Eso te queríamos preguntar, que por qué Smash cantaba en inglés.
Porque las canciones de mis ídolos eran en inglés, y mis melodías me suenan mal en español. Sin embargo, cuando hago canciones para el coro de Triana, las letras me las han dado en español, aunque es cierto que son letras de otros y eso lo hace diferente.
Julio Matito se mató en un accidente de coche y se truncó el regreso de Smash.
Ocho años después de que Julio entrara en política, me lo encontré por la calle. Yo seguía con la música y le convencí para que lo dejara todo y se viniera conmigo a tocar. Volvimos a montar el grupo. Como Julio no había nadie cantando, con la fuerza que tenía. Para la vuelta de Smash hicimos una película con tres canciones.
¿Te refieres al «Tiny Peter» con Lole y Manuel?
Sí, pero esa canción era una chorrada. Quiero decir, que nos la inventamos allí sobre la marcha. Era una canción que tenía Julio medio hecha y la improvisamos. Coincidimos allí en el plató de casualidad con Lole y Manuel. Julio me dijo: «Pídele a Manuel que toque con nosotros, que para mí sería impresionante». Le dije que se uniera y dijo: «Vale, ¿qué tocamos?». Y Julio dijo: «Mira la canción esta, que es do, la, fa y sol. Ya está». Yo cogí y le puse un wah-wah y empecé a hacer solos. La Lole dijo: «Voy a meter aquí eso de lalalalala…». Nos lo inventamos todo allí, vamos, por la cara.

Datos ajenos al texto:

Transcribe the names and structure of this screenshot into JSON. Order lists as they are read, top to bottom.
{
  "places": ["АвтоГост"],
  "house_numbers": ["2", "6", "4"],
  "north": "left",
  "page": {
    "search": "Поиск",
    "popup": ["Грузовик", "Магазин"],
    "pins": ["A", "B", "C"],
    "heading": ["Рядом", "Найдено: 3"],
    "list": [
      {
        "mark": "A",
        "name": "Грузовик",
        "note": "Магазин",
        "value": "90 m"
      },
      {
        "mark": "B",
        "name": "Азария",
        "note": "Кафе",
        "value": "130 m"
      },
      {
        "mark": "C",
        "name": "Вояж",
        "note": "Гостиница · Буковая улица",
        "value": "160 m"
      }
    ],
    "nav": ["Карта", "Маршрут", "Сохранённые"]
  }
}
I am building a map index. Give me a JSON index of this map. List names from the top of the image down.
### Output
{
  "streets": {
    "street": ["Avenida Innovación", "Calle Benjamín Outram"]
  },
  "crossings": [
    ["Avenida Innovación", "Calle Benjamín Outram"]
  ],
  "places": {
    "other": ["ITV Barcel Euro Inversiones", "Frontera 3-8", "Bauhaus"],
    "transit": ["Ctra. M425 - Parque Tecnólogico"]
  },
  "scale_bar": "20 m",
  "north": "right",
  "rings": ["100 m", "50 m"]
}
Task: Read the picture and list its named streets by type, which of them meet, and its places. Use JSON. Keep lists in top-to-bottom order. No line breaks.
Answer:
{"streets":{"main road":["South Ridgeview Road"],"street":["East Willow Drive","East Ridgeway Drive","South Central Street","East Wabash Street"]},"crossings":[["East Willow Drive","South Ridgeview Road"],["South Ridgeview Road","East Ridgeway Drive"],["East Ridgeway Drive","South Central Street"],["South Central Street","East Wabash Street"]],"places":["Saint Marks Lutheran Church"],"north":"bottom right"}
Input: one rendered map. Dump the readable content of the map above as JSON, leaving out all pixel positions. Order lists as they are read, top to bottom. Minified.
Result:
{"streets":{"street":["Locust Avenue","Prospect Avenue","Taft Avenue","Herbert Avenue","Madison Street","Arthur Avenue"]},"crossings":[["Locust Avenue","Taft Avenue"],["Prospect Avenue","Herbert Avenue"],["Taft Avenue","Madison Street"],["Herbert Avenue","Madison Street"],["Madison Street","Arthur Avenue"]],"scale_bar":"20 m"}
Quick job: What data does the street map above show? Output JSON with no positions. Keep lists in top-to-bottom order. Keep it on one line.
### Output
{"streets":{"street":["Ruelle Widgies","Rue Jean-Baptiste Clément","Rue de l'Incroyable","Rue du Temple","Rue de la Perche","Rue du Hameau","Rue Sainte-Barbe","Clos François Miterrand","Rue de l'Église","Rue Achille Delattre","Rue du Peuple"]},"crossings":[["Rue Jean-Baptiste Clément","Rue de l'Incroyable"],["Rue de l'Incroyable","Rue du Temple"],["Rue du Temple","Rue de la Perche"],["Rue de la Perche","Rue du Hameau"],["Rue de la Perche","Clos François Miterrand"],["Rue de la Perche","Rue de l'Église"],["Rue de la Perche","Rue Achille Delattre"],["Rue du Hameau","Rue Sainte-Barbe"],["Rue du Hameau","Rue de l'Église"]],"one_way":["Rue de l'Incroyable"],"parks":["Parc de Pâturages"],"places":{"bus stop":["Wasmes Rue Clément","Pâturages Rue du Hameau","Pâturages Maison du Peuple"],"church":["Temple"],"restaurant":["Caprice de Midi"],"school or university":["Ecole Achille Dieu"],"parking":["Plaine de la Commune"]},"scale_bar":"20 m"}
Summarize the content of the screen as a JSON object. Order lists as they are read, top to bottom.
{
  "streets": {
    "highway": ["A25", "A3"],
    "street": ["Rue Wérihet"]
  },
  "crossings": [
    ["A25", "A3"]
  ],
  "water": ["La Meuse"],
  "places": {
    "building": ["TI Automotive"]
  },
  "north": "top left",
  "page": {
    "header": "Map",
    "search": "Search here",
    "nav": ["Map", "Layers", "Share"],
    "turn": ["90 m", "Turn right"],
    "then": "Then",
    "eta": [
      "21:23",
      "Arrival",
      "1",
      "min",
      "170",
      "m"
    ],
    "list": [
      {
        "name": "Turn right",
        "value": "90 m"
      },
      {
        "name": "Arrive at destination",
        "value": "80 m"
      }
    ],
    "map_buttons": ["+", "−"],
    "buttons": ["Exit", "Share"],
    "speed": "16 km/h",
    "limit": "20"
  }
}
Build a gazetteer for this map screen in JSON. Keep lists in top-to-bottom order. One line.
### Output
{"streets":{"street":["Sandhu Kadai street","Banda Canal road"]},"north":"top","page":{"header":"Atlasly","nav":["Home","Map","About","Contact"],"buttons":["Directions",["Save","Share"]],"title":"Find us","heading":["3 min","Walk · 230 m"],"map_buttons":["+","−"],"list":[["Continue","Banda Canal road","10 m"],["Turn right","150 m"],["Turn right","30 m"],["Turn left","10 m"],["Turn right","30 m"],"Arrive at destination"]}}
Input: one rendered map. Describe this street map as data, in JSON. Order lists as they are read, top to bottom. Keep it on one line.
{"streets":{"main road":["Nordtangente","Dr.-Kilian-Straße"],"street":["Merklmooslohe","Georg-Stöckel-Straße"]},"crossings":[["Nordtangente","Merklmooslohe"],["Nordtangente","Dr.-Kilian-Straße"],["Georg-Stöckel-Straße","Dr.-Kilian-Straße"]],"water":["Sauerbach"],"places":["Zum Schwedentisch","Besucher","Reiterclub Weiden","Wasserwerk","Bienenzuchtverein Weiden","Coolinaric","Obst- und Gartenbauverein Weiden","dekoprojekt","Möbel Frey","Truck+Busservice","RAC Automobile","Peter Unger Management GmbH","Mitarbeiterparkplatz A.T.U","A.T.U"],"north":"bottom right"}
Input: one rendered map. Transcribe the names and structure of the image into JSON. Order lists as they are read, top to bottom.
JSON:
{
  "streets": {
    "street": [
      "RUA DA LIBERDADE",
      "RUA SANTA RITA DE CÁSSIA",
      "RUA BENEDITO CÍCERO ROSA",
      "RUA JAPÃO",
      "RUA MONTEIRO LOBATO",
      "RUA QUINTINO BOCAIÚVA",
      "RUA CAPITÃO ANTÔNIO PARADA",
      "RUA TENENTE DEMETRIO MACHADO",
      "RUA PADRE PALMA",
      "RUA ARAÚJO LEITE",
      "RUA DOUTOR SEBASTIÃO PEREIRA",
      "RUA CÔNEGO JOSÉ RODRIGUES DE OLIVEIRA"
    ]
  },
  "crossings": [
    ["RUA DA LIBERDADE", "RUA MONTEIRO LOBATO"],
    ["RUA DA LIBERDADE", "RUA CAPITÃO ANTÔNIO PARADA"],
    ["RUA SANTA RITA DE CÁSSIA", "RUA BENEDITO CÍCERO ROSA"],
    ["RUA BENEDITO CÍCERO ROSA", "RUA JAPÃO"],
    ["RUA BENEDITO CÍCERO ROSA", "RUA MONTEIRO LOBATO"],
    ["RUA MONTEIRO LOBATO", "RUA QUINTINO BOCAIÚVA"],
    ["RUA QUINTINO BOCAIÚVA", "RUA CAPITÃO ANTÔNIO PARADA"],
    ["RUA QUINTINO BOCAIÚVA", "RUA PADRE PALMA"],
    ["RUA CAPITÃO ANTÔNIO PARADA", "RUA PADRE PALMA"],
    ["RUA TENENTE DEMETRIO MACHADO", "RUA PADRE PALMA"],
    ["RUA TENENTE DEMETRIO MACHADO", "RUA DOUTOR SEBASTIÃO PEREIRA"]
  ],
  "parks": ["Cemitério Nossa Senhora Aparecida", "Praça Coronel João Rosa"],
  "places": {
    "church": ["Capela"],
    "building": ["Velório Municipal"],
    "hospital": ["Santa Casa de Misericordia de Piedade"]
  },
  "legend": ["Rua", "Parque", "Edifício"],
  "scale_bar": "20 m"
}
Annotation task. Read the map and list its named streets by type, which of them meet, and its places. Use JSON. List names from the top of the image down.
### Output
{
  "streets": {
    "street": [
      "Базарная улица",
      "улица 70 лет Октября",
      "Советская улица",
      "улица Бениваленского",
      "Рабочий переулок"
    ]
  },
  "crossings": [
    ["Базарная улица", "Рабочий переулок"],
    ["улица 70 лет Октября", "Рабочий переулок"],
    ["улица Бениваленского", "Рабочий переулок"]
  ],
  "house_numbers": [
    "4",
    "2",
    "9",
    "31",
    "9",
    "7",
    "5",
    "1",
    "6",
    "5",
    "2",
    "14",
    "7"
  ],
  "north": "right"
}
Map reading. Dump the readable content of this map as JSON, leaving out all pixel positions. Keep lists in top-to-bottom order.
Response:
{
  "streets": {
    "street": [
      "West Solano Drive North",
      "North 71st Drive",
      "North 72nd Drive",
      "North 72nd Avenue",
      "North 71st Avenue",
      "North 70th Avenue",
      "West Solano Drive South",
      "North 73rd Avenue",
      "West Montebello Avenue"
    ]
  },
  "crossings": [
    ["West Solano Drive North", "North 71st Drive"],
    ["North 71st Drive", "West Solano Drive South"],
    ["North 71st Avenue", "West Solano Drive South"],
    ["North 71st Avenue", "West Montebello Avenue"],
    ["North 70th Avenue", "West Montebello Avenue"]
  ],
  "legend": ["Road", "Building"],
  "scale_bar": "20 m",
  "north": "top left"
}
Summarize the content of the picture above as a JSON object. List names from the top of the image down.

Pero los temas gordos eran los otros que teníamos, en un rollo ya más parecido a King Crimson, en plan trío. Esos temas eran increíbles, yo creo que es lo mejor que hemos hecho nunca, porque en esa última época ensayamos como no lo habíamos hecho jamás. Fuerte, fuerte, fuerte. Pero claro, Julio tuvo el accidente y se murió ese día por la noche. Fue una pena.